The town's football club appeared at the High Court this morning for the third time in as many months to face the petition over unpaid debts.

Ahead of the hearing, Bury North MP James Frith, fans trust Forever Bury and Bury Council leader Rishi Shori wrote to today’s judge pleading for yet more time in a desperate bid to save the historic club.

And to the relief of supporters, the club was given further breathing space in order to seek a company voluntary agreement (CVA).

It came after the club asked the Insolvency and Companies Court for a moratorium for six weeks, which Judge Mark Mullen, one of the country’s senior insolvency judges, agreed to.

A CVA is an agreement between an insolvent company and its creditors.

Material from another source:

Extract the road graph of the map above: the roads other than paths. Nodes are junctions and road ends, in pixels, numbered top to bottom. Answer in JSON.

A moratorium is a stay on legal proceedings.

The judge gave permission for any subsequent debts that may arise to be added to the winding up petition which is led by HM Revenue & Customs.

Last month a judge granted more time after hearing that there were three prospective buyers for the debt-laden club, which was promoted to League One back in April.

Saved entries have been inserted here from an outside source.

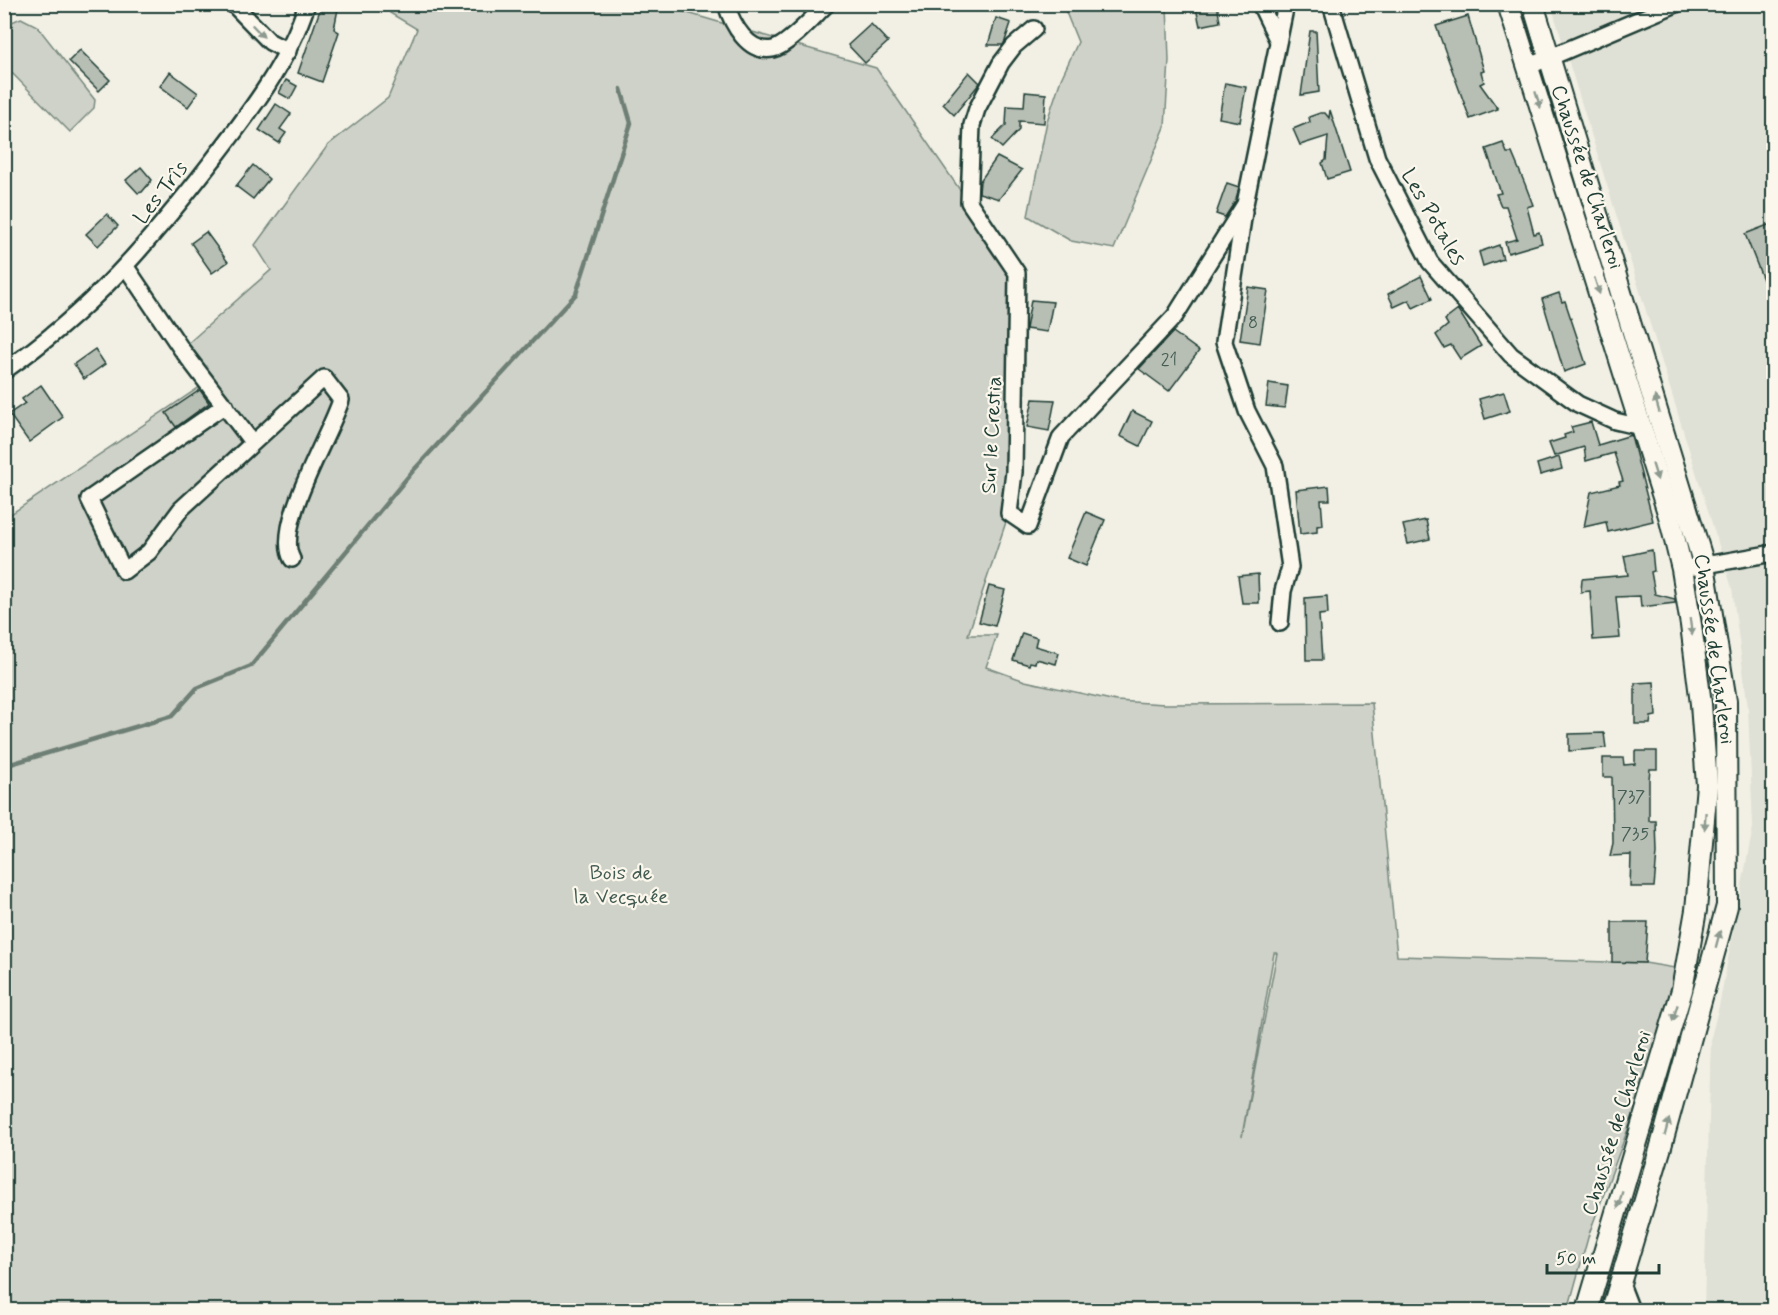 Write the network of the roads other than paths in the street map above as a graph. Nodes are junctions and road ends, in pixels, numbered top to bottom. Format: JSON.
{"nodes":[{"id":1,"x":233,"y":4,"type":"edge"},
{"id":2,"x":307,"y":4,"type":"edge"},
{"id":3,"x":726,"y":4,"type":"edge"},
{"id":4,"x":827,"y":4,"type":"edge"},
{"id":5,"x":1260,"y":4,"type":"edge"},
{"id":6,"x":1286,"y":4,"type":"edge"},
{"id":7,"x":1331,"y":4,"type":"edge"},
{"id":8,"x":1508,"y":4,"type":"edge"},
{"id":9,"x":1533,"y":4,"type":"edge"},
{"id":10,"x":1676,"y":4,"type":"edge"},
{"id":11,"x":1034,"y":29,"type":"dead end"},
{"id":12,"x":1278,"y":41,"type":"junction"},
{"id":13,"x":288,"y":51,"type":"junction"},
{"id":14,"x":1550,"y":58,"type":"junction"},
{"id":15,"x":1527,"y":67,"type":"junction"},
{"id":16,"x":1245,"y":204,"type":"junction"},
{"id":17,"x":126,"y":267,"type":"junction"},
{"id":18,"x":4,"y":371,"type":"edge"},
{"id":19,"x":225,"y":405,"type":"junction"},
{"id":20,"x":1641,"y":427,"type":"junction"},
{"id":21,"x":252,"y":442,"type":"junction"},
{"id":22,"x":1773,"y":553,"type":"edge"},
{"id":23,"x":291,"y":559,"type":"dead end"},
{"id":24,"x":1704,"y":565,"type":"junction"},
{"id":25,"x":1682,"y":569,"type":"junction"},
{"id":26,"x":1280,"y":623,"type":"dead end"},
{"id":27,"x":1620,"y":1284,"type":"junction"},
{"id":28,"x":1588,"y":1310,"type":"edge"},
{"id":29,"x":1612,"y":1311,"type":"edge"},
{"id":30,"x":1631,"y":1311,"type":"edge"}],
"edges":[{"from":1,"to":13,"type":"street","one_way":true},
{"from":2,"to":13,"type":"street","name":"Les Trîs"},
{"from":3,"to":4,"type":"street"},
{"from":5,"to":12,"type":"street"},
{"from":6,"to":12,"type":"street","name":"Sur le Crestia"},
{"from":7,"to":20,"type":"street","name":"Les Potales"},
{"from":8,"to":15,"type":"main road","name":"Chaussée de Charleroi"},
{"from":9,"to":14,"type":"main road","name":"Chaussée de Charleroi"},
{"from":10,"to":14,"type":"street"},
{"from":11,"to":16,"type":"street","name":"Sur le Crestia"},
{"from":12,"to":16,"type":"street","name":"Sur le Crestia"},
{"from":13,"to":17,"type":"street","name":"Les Trîs"},
{"from":14,"to":15,"type":"street"},
{"from":24,"to":14,"type":"main road","name":"Chaussée de Charleroi","one_way":true},
{"from":15,"to":20,"type":"main road","name":"Chaussée de Charleroi","one_way":true},
{"from":16,"to":26,"type":"street"},
{"from":17,"to":18,"type":"street","name":"Les Trîs"},
{"from":17,"to":19,"type":"street"},
{"from":19,"to":21,"type":"street"},
{"from":19,"to":21,"type":"street"},
{"from":20,"to":25,"type":"main road","name":"Chaussée de Charleroi","one_way":true},
{"from":21,"to":23,"type":"street"},
{"from":22,"to":24,"type":"street"},
{"from":24,"to":25,"type":"street"},
{"from":27,"to":24,"type":"main road","name":"Chaussée de Charleroi","one_way":true},
{"from":25,"to":28,"type":"main road","name":"Chaussée de Charleroi","one_way":true},
{"from":27,"to":29,"type":"main road","name":"Chaussée de Charleroi"},
{"from":27,"to":30,"type":"street"}]}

Creditor, Capital Bridge Finance, said to be owed £3.5million, had intended to ask for a 28 day adjournment of the winding up petition pending payment in full, the court was told.

“However the company this morning indicated it is asking for CVA proposals and a moratorium of six weeks,” said HMRC barrister Giselle McGann.

She added that there was almost £1 million in additional debt.

Bury FC Co Ltd’s barrister said it was his application for CVA proposals and a moratorium.

Bury has numerous creditors and a handful of barristers were in court this morning representing them.

HMRC was said at an earlier hearing to be owed £277,640.

Among other creditors identified today were Capital Bridge, SM Impact Ltd, Quantum Finance Ltd (owed £87,000), and former assistant manager Chris Brass (owed £89,000). Other sums mentioned as owing by various creditors included sums of £465,000 and £4,800.

Another name mentioned previously has been Stellar Football Ltd.

The letter to the judge from Mr Frith was not referred to at the brief hearing this morning, but Mr Frith has revealed details of it on Twitter.

His letter told the judge that there were “at least two live considerations to buy the club with both interested parties having signed NDAs [non-disclosure agreements] as part of this commitment to progress”.

He said the club was one of the oldest in English football and said the hope was that a buyer could be found for it.

His letter spoke of the whole community collectively wanting Bury FC “to survive this existential crisis”.

Players have not been paid for months by owner Steve Dale, who bought the club last December from Stewart Day, and other staff have received their wages late.